ABOUT THIS EXERCISE >>
Search each line below for the word "wherever" and list those that contain it.

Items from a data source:

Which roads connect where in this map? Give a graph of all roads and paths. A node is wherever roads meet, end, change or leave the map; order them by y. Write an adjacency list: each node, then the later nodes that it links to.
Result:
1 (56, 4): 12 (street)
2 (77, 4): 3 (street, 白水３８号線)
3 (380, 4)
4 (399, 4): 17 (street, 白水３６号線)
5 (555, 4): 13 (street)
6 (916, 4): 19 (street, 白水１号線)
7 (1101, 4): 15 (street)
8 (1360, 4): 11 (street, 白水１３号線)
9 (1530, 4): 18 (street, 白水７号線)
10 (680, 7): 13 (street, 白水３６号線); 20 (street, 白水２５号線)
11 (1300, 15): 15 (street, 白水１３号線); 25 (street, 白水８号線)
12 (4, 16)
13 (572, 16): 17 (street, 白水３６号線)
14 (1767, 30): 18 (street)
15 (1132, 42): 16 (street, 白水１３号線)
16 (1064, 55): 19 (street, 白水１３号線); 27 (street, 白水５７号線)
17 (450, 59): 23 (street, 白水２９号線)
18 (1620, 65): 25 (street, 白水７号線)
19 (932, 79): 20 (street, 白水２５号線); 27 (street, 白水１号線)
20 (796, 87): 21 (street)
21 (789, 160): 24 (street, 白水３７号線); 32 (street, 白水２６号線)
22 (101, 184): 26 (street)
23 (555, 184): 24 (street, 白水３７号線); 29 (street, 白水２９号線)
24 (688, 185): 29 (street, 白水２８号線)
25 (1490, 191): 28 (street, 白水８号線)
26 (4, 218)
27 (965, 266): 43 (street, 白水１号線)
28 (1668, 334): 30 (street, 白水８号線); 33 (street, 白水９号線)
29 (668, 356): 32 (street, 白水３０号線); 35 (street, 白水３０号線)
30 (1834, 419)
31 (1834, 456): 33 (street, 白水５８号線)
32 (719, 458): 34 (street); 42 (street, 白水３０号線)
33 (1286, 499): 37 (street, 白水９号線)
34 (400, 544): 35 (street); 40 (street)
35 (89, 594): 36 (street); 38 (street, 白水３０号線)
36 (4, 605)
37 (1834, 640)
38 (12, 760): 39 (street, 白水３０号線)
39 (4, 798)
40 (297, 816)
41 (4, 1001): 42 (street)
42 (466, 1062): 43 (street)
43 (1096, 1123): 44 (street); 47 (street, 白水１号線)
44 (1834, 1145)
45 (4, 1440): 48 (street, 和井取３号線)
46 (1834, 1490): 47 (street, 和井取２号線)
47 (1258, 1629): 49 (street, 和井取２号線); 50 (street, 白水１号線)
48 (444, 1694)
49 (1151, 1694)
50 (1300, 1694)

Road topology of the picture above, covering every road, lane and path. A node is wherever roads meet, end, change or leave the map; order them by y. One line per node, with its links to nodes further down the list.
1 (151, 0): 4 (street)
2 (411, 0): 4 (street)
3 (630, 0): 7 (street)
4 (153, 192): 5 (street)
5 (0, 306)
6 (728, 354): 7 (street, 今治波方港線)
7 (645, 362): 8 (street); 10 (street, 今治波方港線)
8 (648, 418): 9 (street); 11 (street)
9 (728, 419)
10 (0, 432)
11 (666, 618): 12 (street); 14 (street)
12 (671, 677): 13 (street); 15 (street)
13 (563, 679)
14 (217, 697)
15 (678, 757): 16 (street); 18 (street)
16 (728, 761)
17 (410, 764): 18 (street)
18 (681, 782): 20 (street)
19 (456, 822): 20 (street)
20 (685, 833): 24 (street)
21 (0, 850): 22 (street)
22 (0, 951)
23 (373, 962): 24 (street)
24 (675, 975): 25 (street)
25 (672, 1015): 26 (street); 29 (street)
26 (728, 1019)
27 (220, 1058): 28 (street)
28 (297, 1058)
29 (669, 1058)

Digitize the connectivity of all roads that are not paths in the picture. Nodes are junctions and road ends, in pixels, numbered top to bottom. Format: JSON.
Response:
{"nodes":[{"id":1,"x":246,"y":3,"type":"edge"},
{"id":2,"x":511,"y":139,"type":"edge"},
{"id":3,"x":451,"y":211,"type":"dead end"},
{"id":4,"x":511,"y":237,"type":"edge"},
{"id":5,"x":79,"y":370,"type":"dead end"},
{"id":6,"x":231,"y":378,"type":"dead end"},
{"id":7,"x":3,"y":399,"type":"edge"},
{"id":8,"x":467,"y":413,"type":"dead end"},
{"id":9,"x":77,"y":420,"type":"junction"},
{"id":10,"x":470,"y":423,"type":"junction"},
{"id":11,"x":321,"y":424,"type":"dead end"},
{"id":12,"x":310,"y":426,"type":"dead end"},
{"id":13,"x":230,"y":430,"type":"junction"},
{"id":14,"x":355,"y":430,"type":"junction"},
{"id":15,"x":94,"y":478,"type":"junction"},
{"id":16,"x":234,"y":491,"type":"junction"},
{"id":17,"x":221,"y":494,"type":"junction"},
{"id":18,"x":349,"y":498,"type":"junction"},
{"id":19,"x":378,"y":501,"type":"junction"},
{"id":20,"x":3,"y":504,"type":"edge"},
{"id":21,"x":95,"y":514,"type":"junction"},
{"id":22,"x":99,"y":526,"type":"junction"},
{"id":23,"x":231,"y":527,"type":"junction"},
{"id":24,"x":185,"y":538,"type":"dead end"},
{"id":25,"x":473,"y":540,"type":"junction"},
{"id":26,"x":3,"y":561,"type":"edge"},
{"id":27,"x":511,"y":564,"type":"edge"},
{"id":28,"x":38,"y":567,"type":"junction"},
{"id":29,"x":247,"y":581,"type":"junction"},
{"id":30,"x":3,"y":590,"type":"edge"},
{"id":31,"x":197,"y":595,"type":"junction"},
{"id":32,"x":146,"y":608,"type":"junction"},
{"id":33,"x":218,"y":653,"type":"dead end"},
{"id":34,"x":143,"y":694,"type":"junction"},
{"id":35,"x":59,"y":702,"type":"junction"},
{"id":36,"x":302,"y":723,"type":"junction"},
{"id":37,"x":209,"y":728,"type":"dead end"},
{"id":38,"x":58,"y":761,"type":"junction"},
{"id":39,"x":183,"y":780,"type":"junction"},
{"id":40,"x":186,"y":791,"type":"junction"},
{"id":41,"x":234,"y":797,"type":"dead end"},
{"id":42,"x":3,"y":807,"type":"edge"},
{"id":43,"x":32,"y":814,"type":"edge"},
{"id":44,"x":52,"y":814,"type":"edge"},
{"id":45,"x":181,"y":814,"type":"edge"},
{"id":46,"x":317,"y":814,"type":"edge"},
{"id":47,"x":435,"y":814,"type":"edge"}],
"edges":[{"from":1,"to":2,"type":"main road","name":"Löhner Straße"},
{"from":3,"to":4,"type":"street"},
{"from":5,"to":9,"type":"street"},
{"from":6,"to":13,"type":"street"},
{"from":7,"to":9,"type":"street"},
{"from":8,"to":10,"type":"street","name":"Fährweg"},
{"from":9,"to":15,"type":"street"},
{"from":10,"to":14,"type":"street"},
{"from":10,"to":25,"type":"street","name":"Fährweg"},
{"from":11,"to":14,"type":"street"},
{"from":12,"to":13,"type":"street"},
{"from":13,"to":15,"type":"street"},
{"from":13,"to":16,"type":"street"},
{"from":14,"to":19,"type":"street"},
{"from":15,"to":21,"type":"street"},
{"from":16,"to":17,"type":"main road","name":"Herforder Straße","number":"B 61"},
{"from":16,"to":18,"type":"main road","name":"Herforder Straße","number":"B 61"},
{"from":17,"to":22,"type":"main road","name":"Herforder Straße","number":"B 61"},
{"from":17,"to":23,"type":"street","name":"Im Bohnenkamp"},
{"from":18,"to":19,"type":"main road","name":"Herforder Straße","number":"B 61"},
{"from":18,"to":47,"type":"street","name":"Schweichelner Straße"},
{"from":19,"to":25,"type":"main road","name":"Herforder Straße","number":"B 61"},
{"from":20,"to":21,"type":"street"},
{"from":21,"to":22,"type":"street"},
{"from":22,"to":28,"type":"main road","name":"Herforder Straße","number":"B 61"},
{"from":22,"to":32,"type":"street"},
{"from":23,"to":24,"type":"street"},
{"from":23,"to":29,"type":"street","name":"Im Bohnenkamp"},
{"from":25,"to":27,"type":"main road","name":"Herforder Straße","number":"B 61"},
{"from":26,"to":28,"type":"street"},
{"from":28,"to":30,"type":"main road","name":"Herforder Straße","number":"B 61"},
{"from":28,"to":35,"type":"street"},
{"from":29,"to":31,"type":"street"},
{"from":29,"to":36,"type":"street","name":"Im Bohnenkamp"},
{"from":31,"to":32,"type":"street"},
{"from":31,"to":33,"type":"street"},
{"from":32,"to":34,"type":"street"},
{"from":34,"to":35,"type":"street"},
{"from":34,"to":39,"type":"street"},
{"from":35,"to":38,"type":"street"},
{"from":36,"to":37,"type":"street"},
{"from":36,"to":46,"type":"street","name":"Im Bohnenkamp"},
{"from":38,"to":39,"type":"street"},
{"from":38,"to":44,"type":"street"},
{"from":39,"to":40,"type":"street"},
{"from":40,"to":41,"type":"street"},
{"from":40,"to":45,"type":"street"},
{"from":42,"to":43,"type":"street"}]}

SOLUTION TO THIS PROBLEM >>
Which roads connect where in this map? Give a graph of all roads and paths. A node is wherever roads meet, end, change or leave the map; order them by y. Write an adjacency list: each node, then the later nodes that it links to.
Road topology of the picture above, covering every road, lane and path. A node is wherever roads meet, end, change or leave the map; order them by y. One line per node, with its links to nodes further down the list.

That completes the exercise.